WORK TASK:
Only lines containing the string "down" belong in the answer; copy all of them from the entries.
[[ AVAILABLE DATA, beginning ]]
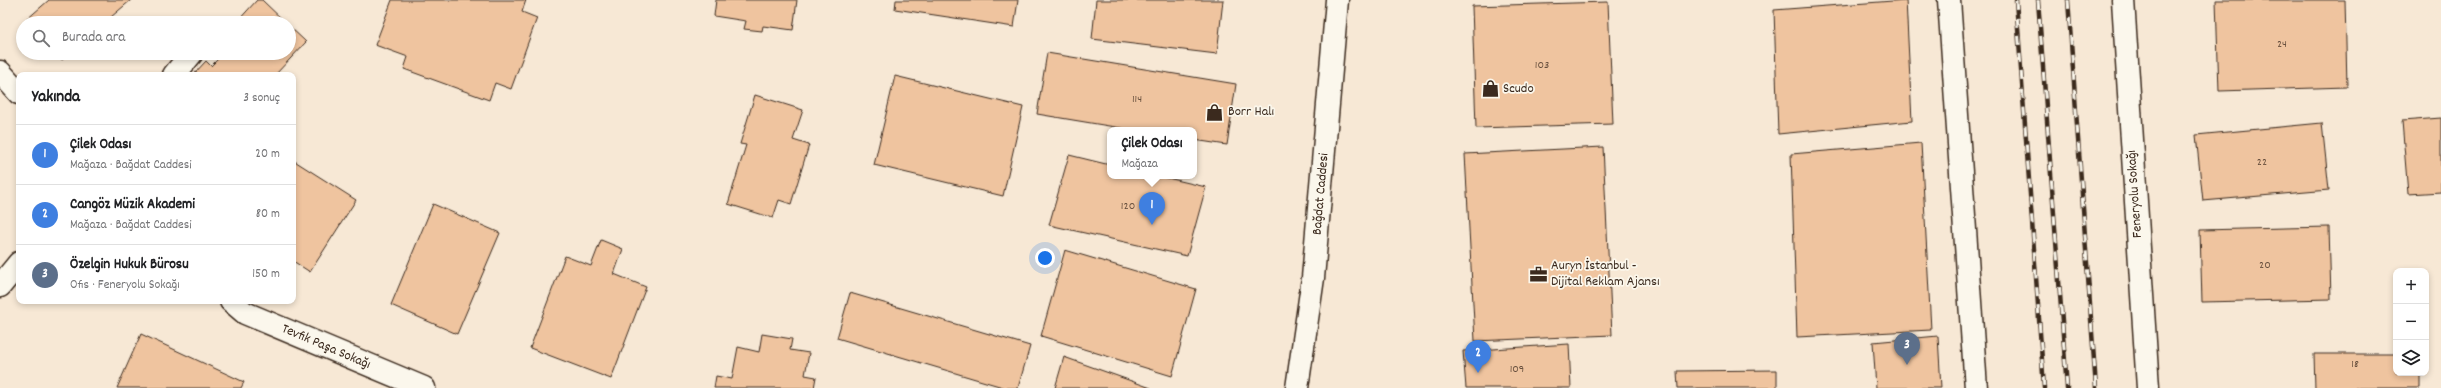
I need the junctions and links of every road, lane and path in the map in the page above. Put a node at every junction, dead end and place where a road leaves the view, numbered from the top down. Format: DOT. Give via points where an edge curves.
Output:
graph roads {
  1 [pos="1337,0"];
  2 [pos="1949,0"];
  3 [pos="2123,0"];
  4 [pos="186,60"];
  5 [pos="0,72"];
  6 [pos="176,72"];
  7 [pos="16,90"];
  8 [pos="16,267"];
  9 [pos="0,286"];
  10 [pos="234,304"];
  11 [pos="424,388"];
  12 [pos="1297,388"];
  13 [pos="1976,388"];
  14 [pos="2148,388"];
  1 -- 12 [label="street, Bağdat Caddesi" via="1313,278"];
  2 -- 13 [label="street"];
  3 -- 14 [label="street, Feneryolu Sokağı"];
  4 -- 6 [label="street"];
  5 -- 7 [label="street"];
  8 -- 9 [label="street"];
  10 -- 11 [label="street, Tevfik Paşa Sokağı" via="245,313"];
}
[[ AVAILABLE DATA, end ]]
[[ AVAILABLE DATA, beginning ]]
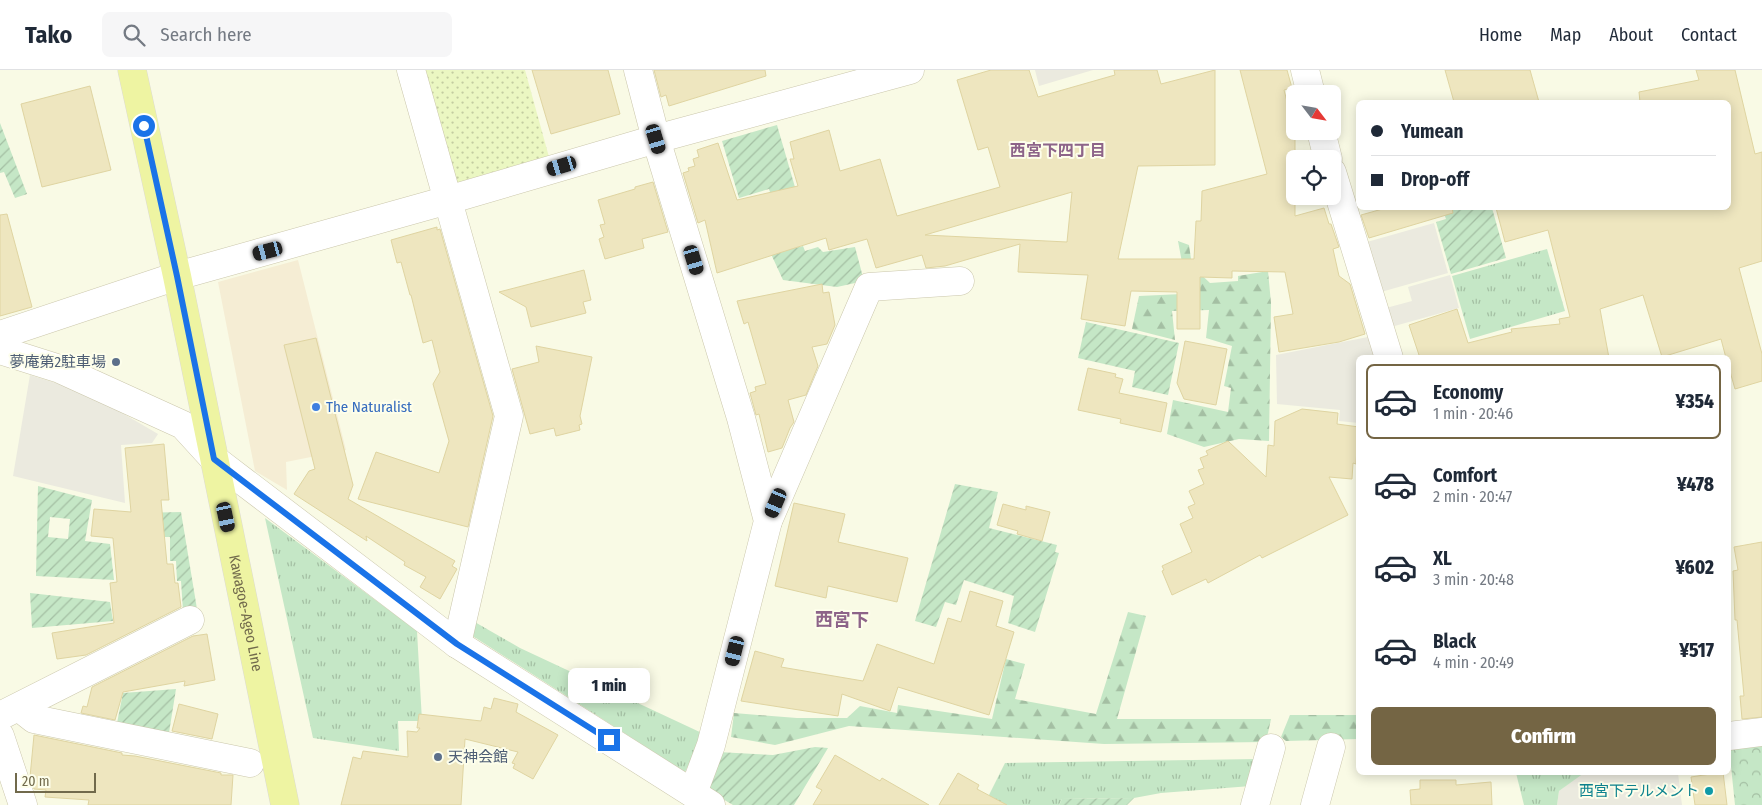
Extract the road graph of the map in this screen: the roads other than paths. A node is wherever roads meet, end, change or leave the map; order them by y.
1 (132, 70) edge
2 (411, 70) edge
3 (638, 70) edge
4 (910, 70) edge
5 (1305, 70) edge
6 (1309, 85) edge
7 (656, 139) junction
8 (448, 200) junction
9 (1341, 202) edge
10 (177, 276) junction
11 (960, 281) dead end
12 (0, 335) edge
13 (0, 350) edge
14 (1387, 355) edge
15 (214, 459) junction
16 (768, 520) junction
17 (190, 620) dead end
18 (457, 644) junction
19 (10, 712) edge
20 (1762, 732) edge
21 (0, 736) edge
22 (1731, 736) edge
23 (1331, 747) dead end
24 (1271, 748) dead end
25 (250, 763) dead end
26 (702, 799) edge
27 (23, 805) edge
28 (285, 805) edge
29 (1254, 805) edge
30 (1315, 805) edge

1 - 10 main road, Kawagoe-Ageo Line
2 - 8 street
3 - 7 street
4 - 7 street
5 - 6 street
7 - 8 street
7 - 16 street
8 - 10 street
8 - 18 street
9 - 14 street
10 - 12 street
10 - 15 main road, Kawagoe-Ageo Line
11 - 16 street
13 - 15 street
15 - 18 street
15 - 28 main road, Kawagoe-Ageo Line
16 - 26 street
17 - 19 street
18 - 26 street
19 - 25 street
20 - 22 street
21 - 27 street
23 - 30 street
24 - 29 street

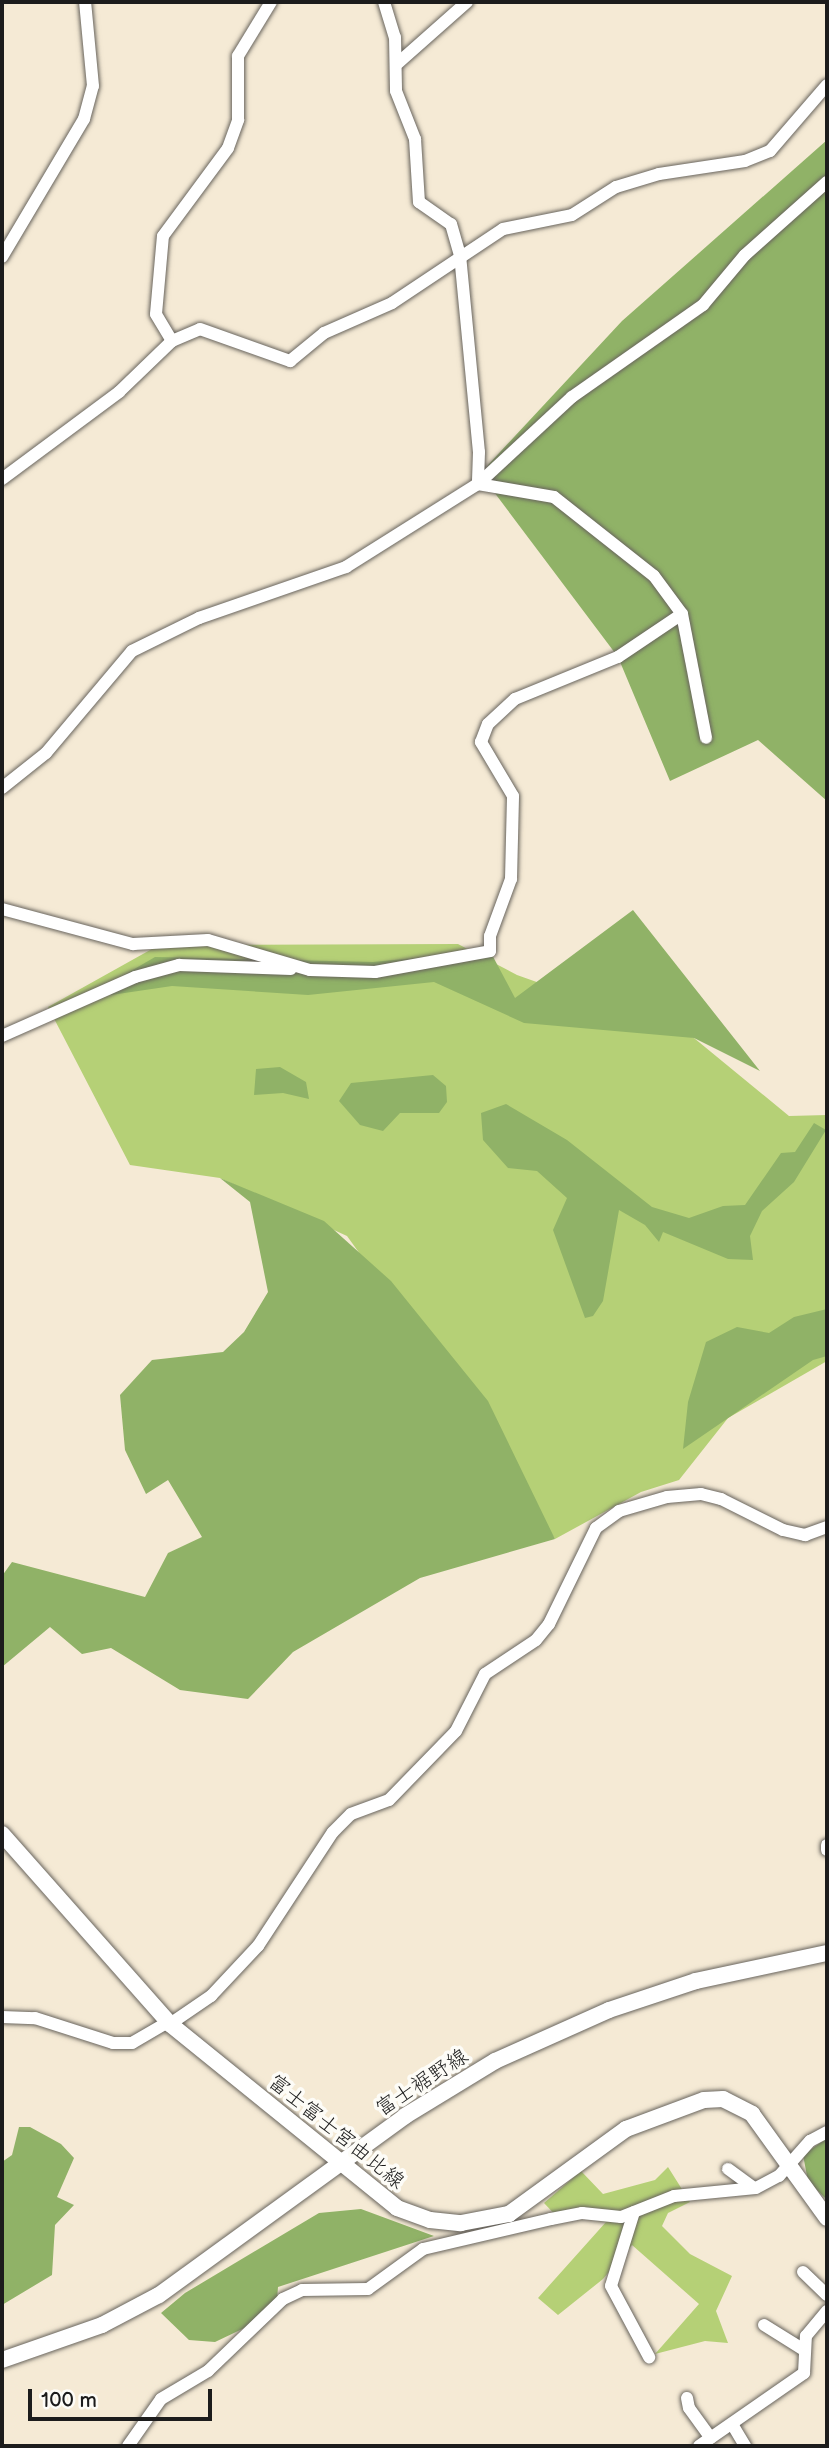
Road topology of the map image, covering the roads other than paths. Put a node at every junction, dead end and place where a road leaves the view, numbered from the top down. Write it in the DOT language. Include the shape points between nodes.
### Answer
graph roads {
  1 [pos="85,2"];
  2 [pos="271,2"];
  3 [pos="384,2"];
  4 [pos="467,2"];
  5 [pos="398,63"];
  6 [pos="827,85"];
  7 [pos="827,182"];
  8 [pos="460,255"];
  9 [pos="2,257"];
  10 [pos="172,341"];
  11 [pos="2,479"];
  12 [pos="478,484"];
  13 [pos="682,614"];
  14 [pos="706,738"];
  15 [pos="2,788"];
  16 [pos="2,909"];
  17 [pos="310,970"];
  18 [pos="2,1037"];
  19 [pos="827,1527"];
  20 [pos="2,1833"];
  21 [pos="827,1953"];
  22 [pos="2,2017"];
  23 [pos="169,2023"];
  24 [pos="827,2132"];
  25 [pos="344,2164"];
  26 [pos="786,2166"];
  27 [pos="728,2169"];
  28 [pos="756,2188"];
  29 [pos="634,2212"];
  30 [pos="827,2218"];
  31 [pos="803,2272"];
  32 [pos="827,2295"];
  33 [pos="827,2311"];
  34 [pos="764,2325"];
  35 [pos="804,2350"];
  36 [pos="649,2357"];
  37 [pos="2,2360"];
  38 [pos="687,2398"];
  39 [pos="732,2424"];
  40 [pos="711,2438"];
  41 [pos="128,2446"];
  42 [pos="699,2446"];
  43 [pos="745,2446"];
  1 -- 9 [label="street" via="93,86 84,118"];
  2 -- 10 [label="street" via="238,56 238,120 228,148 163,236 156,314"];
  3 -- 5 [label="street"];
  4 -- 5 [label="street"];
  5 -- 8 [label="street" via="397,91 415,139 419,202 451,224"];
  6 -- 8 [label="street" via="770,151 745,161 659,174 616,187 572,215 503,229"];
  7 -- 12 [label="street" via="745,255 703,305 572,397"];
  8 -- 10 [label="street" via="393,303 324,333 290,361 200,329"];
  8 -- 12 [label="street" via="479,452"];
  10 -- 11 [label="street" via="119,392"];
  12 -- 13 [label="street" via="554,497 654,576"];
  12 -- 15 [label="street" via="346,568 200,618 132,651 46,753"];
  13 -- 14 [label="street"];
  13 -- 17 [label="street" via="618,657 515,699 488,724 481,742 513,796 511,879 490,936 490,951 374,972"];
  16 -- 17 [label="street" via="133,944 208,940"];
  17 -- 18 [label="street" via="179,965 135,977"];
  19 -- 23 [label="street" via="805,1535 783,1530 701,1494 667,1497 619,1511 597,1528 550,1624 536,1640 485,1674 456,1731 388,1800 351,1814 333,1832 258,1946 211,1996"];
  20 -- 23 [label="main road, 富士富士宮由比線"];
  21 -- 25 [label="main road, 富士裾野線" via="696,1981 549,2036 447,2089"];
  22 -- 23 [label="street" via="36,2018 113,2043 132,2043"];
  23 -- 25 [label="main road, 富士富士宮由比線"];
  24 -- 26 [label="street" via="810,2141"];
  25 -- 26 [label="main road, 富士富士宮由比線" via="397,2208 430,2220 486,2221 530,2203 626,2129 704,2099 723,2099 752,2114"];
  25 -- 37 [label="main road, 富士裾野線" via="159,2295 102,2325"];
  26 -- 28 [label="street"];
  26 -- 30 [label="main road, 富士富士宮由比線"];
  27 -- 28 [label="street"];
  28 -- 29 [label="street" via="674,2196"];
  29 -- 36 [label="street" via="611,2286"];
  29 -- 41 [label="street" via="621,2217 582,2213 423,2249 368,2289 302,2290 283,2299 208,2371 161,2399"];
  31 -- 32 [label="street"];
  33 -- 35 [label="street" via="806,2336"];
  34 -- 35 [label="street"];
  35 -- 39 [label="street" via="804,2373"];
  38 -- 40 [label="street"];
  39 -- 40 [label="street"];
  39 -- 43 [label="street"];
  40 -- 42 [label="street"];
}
[[ AVAILABLE DATA, end ]]
EXERCISE ANSWER:
I need the junctions and links of every road, lane and path in the map in the page above. Put a node at every junction, dead end and place where a road leaves the view, numbered from the top down. Format: DOT. Give via points where an edge curves.
Road topology of the map image, covering the roads other than paths. Put a node at every junction, dead end and place where a road leaves the view, numbered from the top down. Write it in the DOT language. Include the shape points between nodes.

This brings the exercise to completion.